Collateral | Sustainability
While securities lending can at times be a complex and interconnected business, driving real alpha for lenders and other markets participants, at its very heart it is a very simple premise; a lender temporarily passes ownership of a security to a borrower for a fee. With that transfer passes legal ownership together with various rights and obligations, including the right to any votes that are associated with that security. In an earlier blog, I had already discussed how lenders need to think more carefully about how they align the aims and objectives of their stewardship responsibilities and wider ESG sentiments, with those of their lending programmes.
Whilst I firmly believe it is possible for securities lending to co-exist within an ESG investment framework, there is clearly work to be done. In our recent white paper entitled, ‘Framing securities lending for the sustainability era’, produced jointly with Allen & Overy, we highlighted the need for the industry to set standards around this area. As more lenders are likely to recall securities for specific votes, amongst other things, there needs to be clarity around areas such as recall periods, and most importantly a clear and agreed process if a security fails to reappear in time for the client to exercise their vote. Whilst CSDR is providing something of a regulatory imperative that will impact us all, it is incumbent upon ISLA and other associations to drive through the establishment of standards to both create certainty as well as minimise the prevalence of fails. As we delve deeper into this issue, we will progressively need to align these standards through best practice, which will in turn facilitate standard outcomes to known trading and life cycle events, such as within the Common Domain Model (CDM) environment. The full potential of the CDM and what can be done with the building blocks it creates, can only fully be realised against standardised business flows.
The theme of standardisation, or the lack of it, feeds through into another key area that was highlighted in the paper, namely the role of collateral. As more institutional clients contemplate lending ESG portfolios, determining whether securities collateral is equivalent to the loaned securities, or whether cash is reinvested consistently with those ESG objectives, this will present an important challenge for the industry. Given the wide range of potential combinations of ESG objectives and the lack of current standardised definitions, standardisation of collateral selection or appropriate reinvesting of cash may prove unwieldy. At a moment when we are all looking for standardisation as part of a drive towards greater efficiency, trying to fulfil an increasing array of demands around ESG collateral screening could lead to more bespoke solutions that are inevitably expensive and potentially less efficient. We could, in my view, also see knock-on impacts around liquidity, particularly where collateral screening is defined too narrowly and therefore limits what can be accepted. A borrower for example may have to incur additional funding costs just to source specific collateral. Similarly, excluding certain assets could needlessly maroon them and drain liquidity from the market.

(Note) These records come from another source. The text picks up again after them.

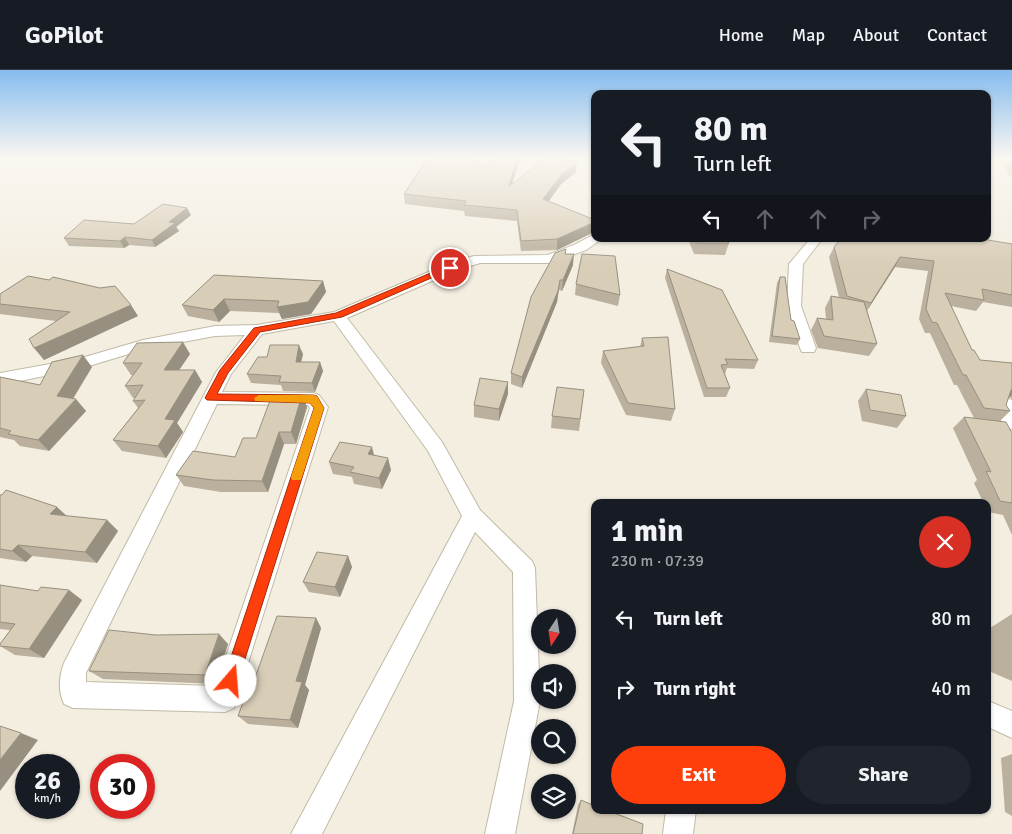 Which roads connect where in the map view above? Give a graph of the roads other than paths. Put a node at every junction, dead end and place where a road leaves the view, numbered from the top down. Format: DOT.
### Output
graph roads {
  1 [pos="591,241"];
  2 [pos="814,242"];
  3 [pos="338,316"];
  4 [pos="257,330"];
  5 [pos="808,348"];
  6 [pos="0,379"];
  7 [pos="210,398"];
  8 [pos="1012,406"];
  9 [pos="1012,424"];
  10 [pos="473,516"];
  11 [pos="991,715"];
  12 [pos="1012,725"];
  13 [pos="680,814"];
  14 [pos="306,834"];
  15 [pos="500,834"];
  16 [pos="678,834"];
  1 -- 3 [label="street"];
  2 -- 5 [label="street"];
  3 -- 4 [label="street"];
  3 -- 10 [label="street"];
  4 -- 6 [label="street"];
  4 -- 7 [label="street"];
  7 -- 7 [label="street"];
  8 -- 9 [label="street"];
  10 -- 14 [label="street"];
  10 -- 15 [label="street"];
  11 -- 12 [label="street"];
  13 -- 16 [label="street"];
}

Solutions over and above increasingly long exclusions lists have yet to appear and offer scalable outcomes. I have already mentioned that the current lack of standardised definitions is acting as a break on the development of new and novel solutions, and that it is likely to continue until we see more from the regulatory community. Looking towards the rating agencies to offer that consistent approach, at least in the interim, also looks problematic. Variation between results in ESG ratings is significant, correlations between major ESG ratings providers ranging from 38 to 71%, as compared with credit ratings which have a 99% correlation (according to a study published by Berg F and Kölbel J and Rigobon R in 2020, titled ‘Aggregate Confusion: The Divergence of ESG Ratings’. This simply underlines how important it is for groups like ISLA to establish some form of best practice that will at least allow lenders to look at these questions on a consistent basis.
We can see how important the concept of standardisation is for our trading practices, where a lack of clarity can lead to inconsistent outcomes, especially where recalls are associated with time critical corporate events. Similarly, ESG has presented our markets with a new set of challenges around the management of collateral, and how that is aligned with ESG principles. Needless to say, the answers to these questions are not uniform and will take considerable effort and resources. Having said that, I believe ISLA has an increasingly important role to play in advocating to both regulators for the clarity we strive for, but also to develop open and pragmatic solutions. Many of you reading this will be familiar with the great work that is being led out of our ESG and Collateral Steering Groups, where mutualisation of these challenges is providing a key forum for debating these issues. Finally, set against this backdrop, we must perhaps accept that whilst it may not be feasible to achieve standardisation of outcomes, at least in the short term, consistency of process could be achieved by agreeing principles as to how a security or investment is determined to meet the lender’s ESG objectives. ISLA is ideally placed to help deliver that consistency of approach.